16. Quick Review Prompts
Use these prompts before presenting a recommendation:
- What business metric changes if this AI solution works.
- What work should remain human-owned.
- What data should never enter prompts or logs.
- What is the first workflow step safe enough for pilot.
- What vendor promise must be contractually binding.
- What evidence would make us stop the pilot.
- What part should be built internally to preserve control or exit option.
- What cost driver could surprise us at scale.
- What adoption signal proves behavior change, not curiosity.
- What audit question must we be able to answer one year later.
- Who owns model changes, prompt changes, eval refresh and incident response.
- Which ABPA artifact proves each decision.

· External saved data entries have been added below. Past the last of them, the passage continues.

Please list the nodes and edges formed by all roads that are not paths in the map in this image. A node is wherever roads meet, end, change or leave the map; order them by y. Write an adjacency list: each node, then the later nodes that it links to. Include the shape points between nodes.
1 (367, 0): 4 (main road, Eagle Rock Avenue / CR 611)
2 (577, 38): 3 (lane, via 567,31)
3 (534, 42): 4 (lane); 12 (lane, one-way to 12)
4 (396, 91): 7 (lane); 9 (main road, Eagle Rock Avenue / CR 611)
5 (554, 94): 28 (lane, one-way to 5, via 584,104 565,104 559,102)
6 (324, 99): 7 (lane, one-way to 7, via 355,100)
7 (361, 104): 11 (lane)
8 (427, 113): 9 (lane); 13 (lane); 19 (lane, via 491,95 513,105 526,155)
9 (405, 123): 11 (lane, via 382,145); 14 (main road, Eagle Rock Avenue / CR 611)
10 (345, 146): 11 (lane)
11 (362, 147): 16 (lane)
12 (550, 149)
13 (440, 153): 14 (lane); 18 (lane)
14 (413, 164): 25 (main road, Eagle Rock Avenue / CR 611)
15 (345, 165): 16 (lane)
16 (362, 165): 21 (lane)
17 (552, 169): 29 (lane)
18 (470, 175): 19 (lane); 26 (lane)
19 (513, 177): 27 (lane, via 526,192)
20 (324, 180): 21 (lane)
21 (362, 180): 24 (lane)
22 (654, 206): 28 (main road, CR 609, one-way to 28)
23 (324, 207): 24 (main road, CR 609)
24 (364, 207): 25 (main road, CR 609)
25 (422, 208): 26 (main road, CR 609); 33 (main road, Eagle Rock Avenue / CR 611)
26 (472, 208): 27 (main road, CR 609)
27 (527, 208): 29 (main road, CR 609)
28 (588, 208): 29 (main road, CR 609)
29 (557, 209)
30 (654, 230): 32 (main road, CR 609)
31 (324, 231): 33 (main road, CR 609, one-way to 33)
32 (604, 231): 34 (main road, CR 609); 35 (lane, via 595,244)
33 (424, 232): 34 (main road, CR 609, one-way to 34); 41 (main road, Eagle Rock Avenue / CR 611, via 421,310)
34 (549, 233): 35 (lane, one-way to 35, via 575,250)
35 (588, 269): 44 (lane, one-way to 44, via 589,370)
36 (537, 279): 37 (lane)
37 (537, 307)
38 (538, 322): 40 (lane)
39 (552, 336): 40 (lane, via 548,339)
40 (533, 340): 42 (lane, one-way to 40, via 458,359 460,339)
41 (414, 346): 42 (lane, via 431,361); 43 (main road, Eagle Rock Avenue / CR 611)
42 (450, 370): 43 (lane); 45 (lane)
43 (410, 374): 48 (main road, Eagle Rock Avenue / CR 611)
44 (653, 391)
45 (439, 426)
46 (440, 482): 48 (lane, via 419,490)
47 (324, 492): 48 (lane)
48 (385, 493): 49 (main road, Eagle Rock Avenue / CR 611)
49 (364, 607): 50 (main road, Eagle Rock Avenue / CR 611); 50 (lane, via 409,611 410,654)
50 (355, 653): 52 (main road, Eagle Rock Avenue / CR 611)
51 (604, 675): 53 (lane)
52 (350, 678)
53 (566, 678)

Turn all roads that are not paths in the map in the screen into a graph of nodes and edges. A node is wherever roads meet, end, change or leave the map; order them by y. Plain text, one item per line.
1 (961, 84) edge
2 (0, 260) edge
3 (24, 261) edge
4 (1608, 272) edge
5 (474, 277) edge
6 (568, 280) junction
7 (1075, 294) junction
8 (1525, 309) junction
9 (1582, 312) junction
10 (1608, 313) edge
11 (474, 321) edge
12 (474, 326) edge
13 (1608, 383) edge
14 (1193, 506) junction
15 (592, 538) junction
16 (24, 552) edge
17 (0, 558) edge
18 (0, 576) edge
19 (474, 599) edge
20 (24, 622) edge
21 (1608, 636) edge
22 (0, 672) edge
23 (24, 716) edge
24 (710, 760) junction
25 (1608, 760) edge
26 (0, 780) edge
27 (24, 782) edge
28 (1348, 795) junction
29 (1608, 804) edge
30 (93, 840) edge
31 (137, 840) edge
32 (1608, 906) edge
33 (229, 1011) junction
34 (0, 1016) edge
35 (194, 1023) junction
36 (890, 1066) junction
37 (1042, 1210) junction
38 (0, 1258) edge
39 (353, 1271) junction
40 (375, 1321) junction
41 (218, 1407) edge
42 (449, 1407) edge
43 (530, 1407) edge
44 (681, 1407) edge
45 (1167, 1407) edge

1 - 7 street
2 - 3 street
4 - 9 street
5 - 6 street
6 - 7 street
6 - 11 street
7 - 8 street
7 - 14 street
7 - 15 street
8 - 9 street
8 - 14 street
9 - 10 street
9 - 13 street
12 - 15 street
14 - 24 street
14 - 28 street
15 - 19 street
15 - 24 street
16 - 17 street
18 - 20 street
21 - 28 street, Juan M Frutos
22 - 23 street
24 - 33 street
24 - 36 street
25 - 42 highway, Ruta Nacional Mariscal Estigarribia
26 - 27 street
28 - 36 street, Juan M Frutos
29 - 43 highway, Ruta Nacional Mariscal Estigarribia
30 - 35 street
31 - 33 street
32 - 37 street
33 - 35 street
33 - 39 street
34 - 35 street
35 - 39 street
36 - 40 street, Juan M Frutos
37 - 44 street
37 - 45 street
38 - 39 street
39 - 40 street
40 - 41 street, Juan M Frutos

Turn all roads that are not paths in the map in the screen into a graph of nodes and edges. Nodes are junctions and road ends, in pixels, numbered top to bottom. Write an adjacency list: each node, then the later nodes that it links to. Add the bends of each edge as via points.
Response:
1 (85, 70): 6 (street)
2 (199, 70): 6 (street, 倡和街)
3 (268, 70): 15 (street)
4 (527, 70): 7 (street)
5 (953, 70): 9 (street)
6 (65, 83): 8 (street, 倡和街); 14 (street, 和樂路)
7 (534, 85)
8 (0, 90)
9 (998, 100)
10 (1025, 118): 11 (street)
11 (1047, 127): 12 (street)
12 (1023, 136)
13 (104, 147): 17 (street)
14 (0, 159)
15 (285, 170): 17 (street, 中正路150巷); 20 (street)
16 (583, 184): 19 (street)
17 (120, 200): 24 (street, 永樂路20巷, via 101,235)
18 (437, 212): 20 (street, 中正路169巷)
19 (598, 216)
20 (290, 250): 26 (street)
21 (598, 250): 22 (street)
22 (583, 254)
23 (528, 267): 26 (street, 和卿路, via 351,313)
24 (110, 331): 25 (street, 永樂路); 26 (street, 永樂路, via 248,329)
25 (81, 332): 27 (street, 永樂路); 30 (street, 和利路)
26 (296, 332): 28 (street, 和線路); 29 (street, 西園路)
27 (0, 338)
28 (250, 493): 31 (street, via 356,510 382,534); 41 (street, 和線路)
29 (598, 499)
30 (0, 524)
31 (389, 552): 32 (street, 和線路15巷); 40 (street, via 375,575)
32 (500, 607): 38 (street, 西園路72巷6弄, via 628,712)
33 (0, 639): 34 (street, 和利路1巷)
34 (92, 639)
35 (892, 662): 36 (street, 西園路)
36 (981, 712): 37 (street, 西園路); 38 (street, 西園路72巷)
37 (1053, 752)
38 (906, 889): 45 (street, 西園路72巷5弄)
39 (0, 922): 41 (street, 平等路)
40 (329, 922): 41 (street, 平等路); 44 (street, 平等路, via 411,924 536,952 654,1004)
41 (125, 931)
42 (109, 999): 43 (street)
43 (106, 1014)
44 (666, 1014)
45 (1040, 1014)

17. Final Operating Principle
Enterprise AI adoption is a chain of evidence:
Business pain
-> workflow evidence
-> data readiness
-> AI fit
-> build/buy decision
-> vendor evidence
-> architecture controls
-> eval gates
-> pilot proof
-> adoption metrics
-> operating model
-> ongoing governance
If one link is missing, the AI project may still demo well, but it is not ready for enterprise scale. The strongest AI BA / PM / architect signal is the ability to explain every link in that chain, with artifacts and trade-offs, in a way that business, risk, technology and frontline teams can all act on.